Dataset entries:
□ □ □ □ □
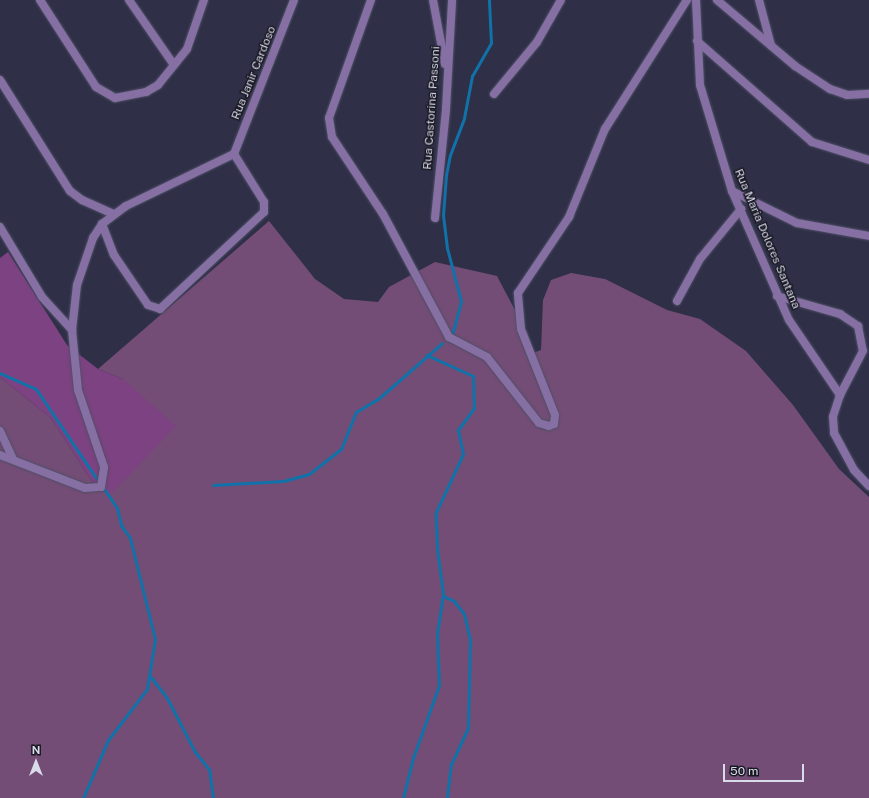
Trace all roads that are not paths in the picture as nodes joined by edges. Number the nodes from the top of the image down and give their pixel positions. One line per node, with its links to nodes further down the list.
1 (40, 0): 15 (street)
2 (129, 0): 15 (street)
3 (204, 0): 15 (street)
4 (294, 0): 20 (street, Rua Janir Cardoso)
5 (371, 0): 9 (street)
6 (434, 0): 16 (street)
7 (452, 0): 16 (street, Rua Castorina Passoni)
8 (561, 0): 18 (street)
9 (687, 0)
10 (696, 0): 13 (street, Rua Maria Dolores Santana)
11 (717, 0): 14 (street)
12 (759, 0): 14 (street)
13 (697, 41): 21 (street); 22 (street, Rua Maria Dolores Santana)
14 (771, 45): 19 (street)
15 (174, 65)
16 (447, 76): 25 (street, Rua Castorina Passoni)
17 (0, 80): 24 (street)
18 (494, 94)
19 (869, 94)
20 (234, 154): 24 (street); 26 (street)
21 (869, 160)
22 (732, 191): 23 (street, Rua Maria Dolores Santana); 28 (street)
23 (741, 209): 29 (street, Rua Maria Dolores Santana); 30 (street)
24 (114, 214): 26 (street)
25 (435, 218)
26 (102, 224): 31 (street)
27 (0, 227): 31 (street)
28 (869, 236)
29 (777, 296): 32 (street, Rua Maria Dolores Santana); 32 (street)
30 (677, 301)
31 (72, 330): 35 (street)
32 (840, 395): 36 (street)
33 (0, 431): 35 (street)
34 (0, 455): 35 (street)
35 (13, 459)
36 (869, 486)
□ □ □ □ □
Whenever a line above has the word "Castorina" in it, copy that line.

7 (452, 0): 16 (street, Rua Castorina Passoni)
16 (447, 76): 25 (street, Rua Castorina Passoni)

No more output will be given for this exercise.